**WHAT TO DO**:
A verbatim repetition of the data below is requested, without images.

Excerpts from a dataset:
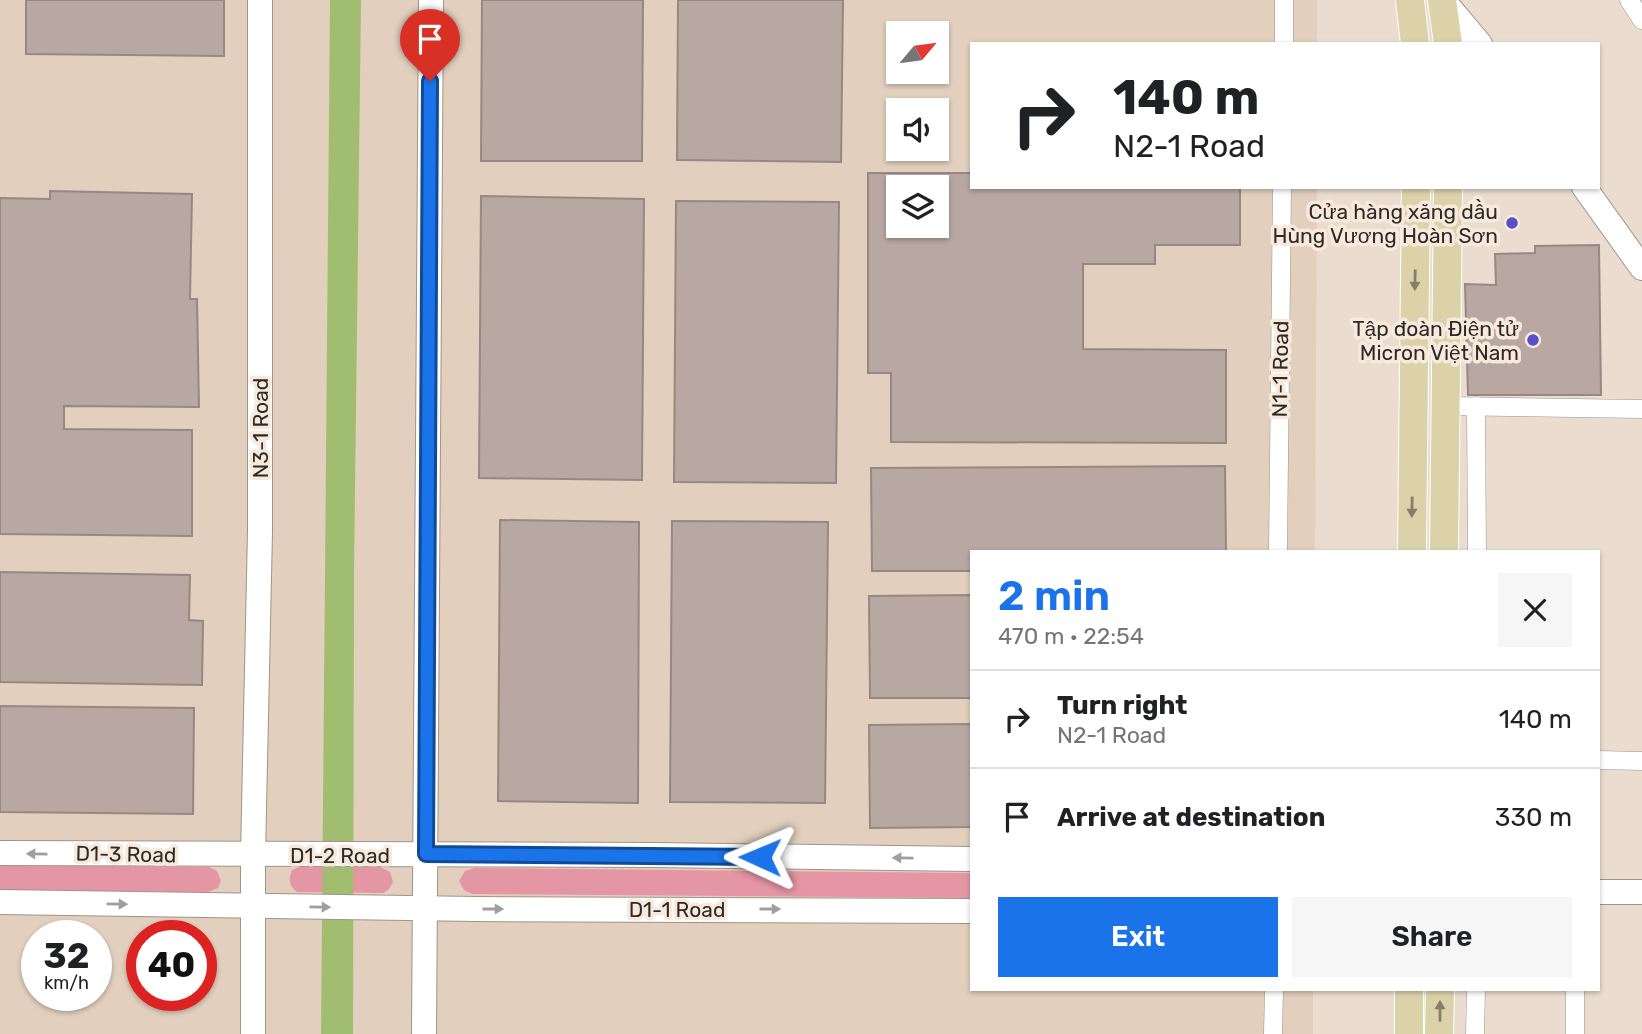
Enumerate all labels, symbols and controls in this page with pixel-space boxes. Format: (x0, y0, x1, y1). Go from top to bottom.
pin (400, 9, 460, 81)
icon: arrive (411, 20, 449, 58)
north arrow (886, 21, 948, 84)
map controls (886, 21, 949, 238)
text: 140 m (1113, 68, 1259, 126)
icon: right (998, 70, 1089, 161)
button: sound (886, 98, 949, 161)
text: N2-1 Road (1113, 127, 1265, 165)
button: layers (886, 175, 949, 238)
place label: Cửa hàng xăng dầu Hùng Vương Hoàn Sơn (1272, 199, 1498, 248)
marker: Cửa hàng xăng dầu Hùng Vương Hoàn Sơn (1504, 215, 1520, 231)
one-way arrow (1409, 269, 1421, 291)
place label: Tập đoàn Điện tử Micron Việt Nam (1352, 316, 1519, 365)
street label: N1-1 Road (1267, 320, 1293, 418)
marker: Tập đoàn Điện tử Micron Việt Nam (1525, 332, 1541, 348)
street label: N3-1 Road (248, 378, 273, 478)
one-way arrow (1406, 497, 1418, 519)
text: 2 min (998, 571, 1110, 621)
button: close (1498, 573, 1572, 647)
text: 470 m · 22:54 (998, 622, 1144, 650)
text: Turn right (1057, 690, 1187, 721)
icon: right (998, 700, 1036, 738)
text: 140 m (1499, 704, 1572, 735)
text: N2-1 Road (1057, 721, 1166, 749)
icon: arrive (998, 798, 1036, 836)
text: Arrive at destination (1057, 802, 1325, 833)
text: 330 m (1495, 802, 1572, 833)
position arrow (723, 820, 797, 894)
street label: D1-3 Road (75, 841, 177, 867)
street label: D1-2 Road (290, 843, 390, 868)
one-way arrow (26, 848, 48, 860)
one-way arrow (892, 852, 914, 864)
street label: D1-1 Road (629, 897, 725, 922)
button: Exit (998, 897, 1278, 977)
button: Share (1292, 897, 1572, 977)
one-way arrow (106, 898, 128, 910)
one-way arrow (310, 901, 332, 913)
one-way arrow (483, 903, 505, 915)
one-way arrow (759, 903, 781, 915)
speed limit sign: 40 (126, 920, 217, 1011)
text: 32 (44, 935, 89, 977)
text: km/h (44, 972, 89, 994)
one-way arrow (1434, 1000, 1446, 1022)

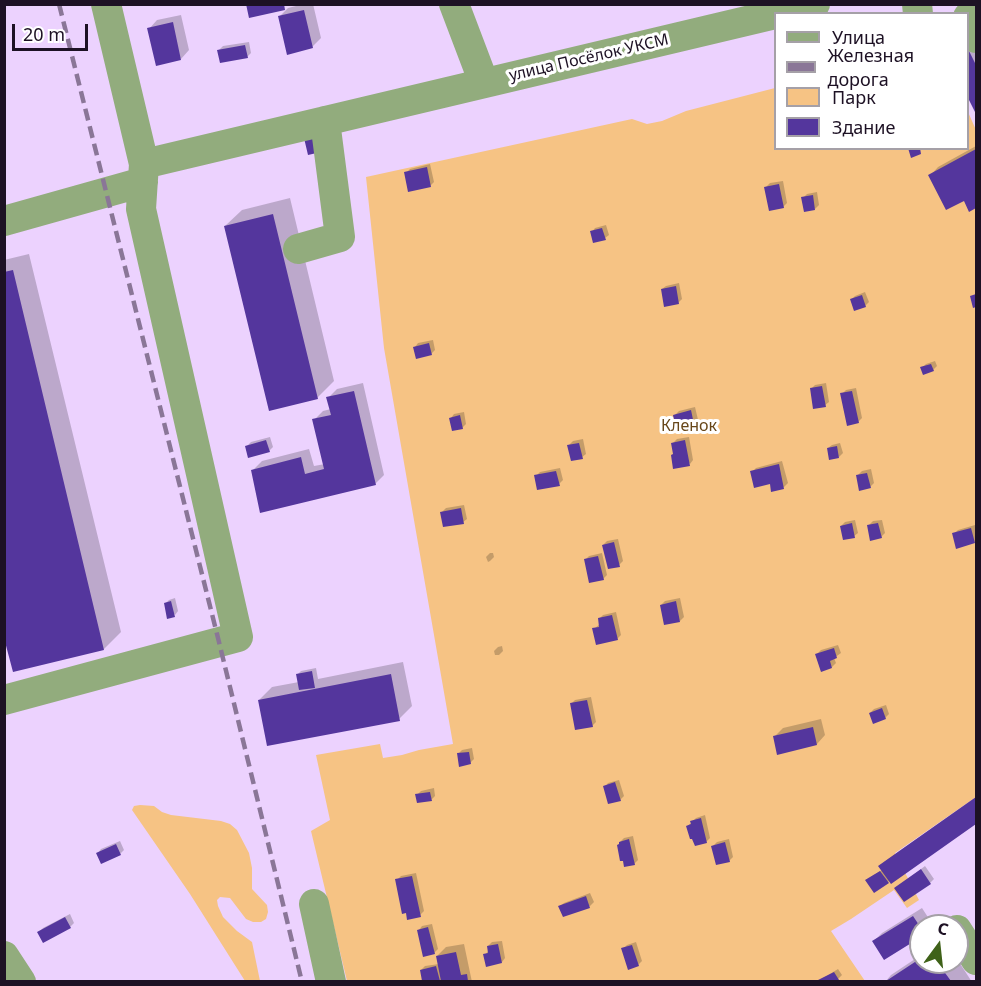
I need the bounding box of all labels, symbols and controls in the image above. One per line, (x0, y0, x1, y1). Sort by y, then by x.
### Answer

**FINISHED EXERCISE**:
Enumerate all labels, symbols and controls in this page with pixel-space boxes. Format: (x0, y0, x1, y1). Go from top to bottom.
pin (400, 9, 460, 81)
icon: arrive (411, 20, 449, 58)
north arrow (886, 21, 948, 84)
map controls (886, 21, 949, 238)
text: 140 m (1113, 68, 1259, 126)
icon: right (998, 70, 1089, 161)
button: sound (886, 98, 949, 161)
text: N2-1 Road (1113, 127, 1265, 165)
button: layers (886, 175, 949, 238)
place label: Cửa hàng xăng dầu Hùng Vương Hoàn Sơn (1272, 199, 1498, 248)
marker: Cửa hàng xăng dầu Hùng Vương Hoàn Sơn (1504, 215, 1520, 231)
one-way arrow (1409, 269, 1421, 291)
place label: Tập đoàn Điện tử Micron Việt Nam (1352, 316, 1519, 365)
street label: N1-1 Road (1267, 320, 1293, 418)
marker: Tập đoàn Điện tử Micron Việt Nam (1525, 332, 1541, 348)
street label: N3-1 Road (248, 378, 273, 478)
one-way arrow (1406, 497, 1418, 519)
text: 2 min (998, 571, 1110, 621)
button: close (1498, 573, 1572, 647)
text: 470 m · 22:54 (998, 622, 1144, 650)
text: Turn right (1057, 690, 1187, 721)
icon: right (998, 700, 1036, 738)
text: 140 m (1499, 704, 1572, 735)
text: N2-1 Road (1057, 721, 1166, 749)
icon: arrive (998, 798, 1036, 836)
text: Arrive at destination (1057, 802, 1325, 833)
text: 330 m (1495, 802, 1572, 833)
position arrow (723, 820, 797, 894)
street label: D1-3 Road (75, 841, 177, 867)
street label: D1-2 Road (290, 843, 390, 868)
one-way arrow (26, 848, 48, 860)
one-way arrow (892, 852, 914, 864)
street label: D1-1 Road (629, 897, 725, 922)
button: Exit (998, 897, 1278, 977)
button: Share (1292, 897, 1572, 977)
one-way arrow (106, 898, 128, 910)
one-way arrow (310, 901, 332, 913)
one-way arrow (483, 903, 505, 915)
one-way arrow (759, 903, 781, 915)
speed limit sign: 40 (126, 920, 217, 1011)
text: 32 (44, 935, 89, 977)
text: km/h (44, 972, 89, 994)
one-way arrow (1434, 1000, 1446, 1022)

I need the bounding box of all labels, symbols and controls in the image above. One per line, (x0, y0, x1, y1). Sort by y, then by x.
### Answer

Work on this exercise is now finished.